#### [Work required]
Please report how many lines in the records below contain the word "Sherwood", giving only that number.

#### [Data for this exercise]
● ● ● ●

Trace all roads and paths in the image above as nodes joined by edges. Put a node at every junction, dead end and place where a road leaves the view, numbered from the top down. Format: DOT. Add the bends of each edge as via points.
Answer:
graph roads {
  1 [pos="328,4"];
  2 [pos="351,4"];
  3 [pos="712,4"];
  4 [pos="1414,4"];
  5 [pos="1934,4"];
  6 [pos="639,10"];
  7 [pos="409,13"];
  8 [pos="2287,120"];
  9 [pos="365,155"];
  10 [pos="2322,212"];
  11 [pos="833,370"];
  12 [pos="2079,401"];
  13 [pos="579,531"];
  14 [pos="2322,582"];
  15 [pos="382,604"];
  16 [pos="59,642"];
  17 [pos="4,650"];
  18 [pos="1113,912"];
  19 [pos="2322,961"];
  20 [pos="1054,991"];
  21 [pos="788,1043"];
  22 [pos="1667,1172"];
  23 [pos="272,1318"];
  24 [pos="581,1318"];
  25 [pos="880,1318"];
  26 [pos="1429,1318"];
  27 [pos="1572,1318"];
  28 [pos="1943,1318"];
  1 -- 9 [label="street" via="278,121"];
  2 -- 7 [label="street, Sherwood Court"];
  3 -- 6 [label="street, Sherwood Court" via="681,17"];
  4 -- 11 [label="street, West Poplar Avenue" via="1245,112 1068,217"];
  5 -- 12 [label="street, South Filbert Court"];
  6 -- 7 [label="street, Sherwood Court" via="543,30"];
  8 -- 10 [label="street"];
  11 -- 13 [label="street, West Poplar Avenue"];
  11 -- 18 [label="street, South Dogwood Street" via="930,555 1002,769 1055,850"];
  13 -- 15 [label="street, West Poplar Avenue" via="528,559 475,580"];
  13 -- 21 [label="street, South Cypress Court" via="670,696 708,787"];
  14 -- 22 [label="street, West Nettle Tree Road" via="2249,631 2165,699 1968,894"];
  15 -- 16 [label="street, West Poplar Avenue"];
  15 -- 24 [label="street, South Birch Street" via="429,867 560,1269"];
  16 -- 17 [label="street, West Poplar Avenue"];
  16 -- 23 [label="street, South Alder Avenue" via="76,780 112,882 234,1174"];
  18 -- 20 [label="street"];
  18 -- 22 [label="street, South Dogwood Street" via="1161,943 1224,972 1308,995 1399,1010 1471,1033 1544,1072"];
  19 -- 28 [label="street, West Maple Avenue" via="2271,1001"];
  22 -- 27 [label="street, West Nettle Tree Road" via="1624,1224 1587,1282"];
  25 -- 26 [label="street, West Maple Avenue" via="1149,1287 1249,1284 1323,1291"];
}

● ● ● ●

#### [Solution]
3